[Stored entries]

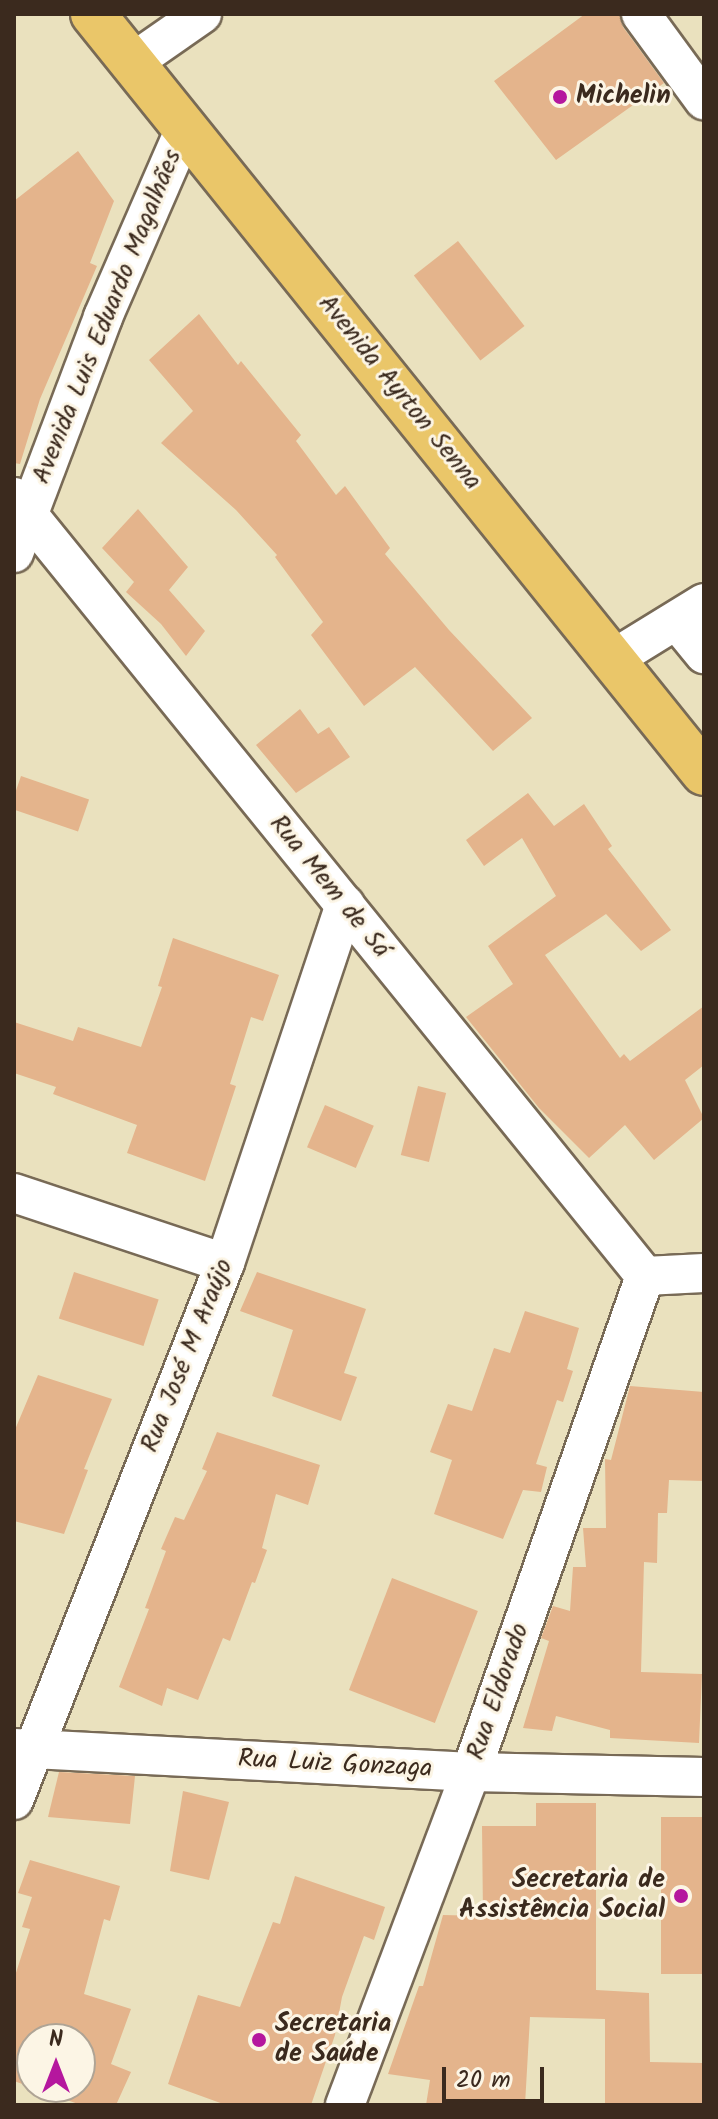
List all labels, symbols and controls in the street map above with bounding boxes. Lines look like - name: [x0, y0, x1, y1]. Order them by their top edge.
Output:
- place label: Michelin: [576, 81, 671, 113]
- marker: Michelin: [551, 88, 569, 106]
- street label: Avenida Luis Eduardo Magalhães: [27, 145, 189, 489]
- street label: Avenida Ayrton Senna: [311, 289, 487, 497]
- street label: Rua Mem de Sá: [262, 809, 396, 965]
- street label: Rua José M Araújo: [135, 1255, 241, 1457]
- street label: Rua Eldorado: [461, 1620, 537, 1764]
- street label: Rua Luiz Gonzaga: [237, 1744, 433, 1786]
- place label: Secretaria de Assistência Social: [459, 1865, 665, 1926]
- marker: Secretaria de Assistência Social: [672, 1887, 690, 1905]
- place label: Secretaria de Saúde: [275, 2009, 391, 2070]
- north arrow: [16, 2023, 96, 2103]
- text: N: [49, 2023, 63, 2058]
- marker: Secretaria de Saúde: [250, 2031, 268, 2049]
- scale bar: [446, 2051, 548, 2101]
- text: 20 m: [456, 2061, 511, 2100]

Assigned task >>
Verbatim copy without images: write the records above out in full.

Answer to the problem >>
List all labels, symbols and controls in the street map above with bounding boxes. Lines look like - name: [x0, y0, x1, y1]. Order them by their top edge.
Output:
- place label: Michelin: [576, 81, 671, 113]
- marker: Michelin: [551, 88, 569, 106]
- street label: Avenida Luis Eduardo Magalhães: [27, 145, 189, 489]
- street label: Avenida Ayrton Senna: [311, 289, 487, 497]
- street label: Rua Mem de Sá: [262, 809, 396, 965]
- street label: Rua José M Araújo: [135, 1255, 241, 1457]
- street label: Rua Eldorado: [461, 1620, 537, 1764]
- street label: Rua Luiz Gonzaga: [237, 1744, 433, 1786]
- place label: Secretaria de Assistência Social: [459, 1865, 665, 1926]
- marker: Secretaria de Assistência Social: [672, 1887, 690, 1905]
- place label: Secretaria de Saúde: [275, 2009, 391, 2070]
- north arrow: [16, 2023, 96, 2103]
- text: N: [49, 2023, 63, 2058]
- marker: Secretaria de Saúde: [250, 2031, 268, 2049]
- scale bar: [446, 2051, 548, 2101]
- text: 20 m: [456, 2061, 511, 2100]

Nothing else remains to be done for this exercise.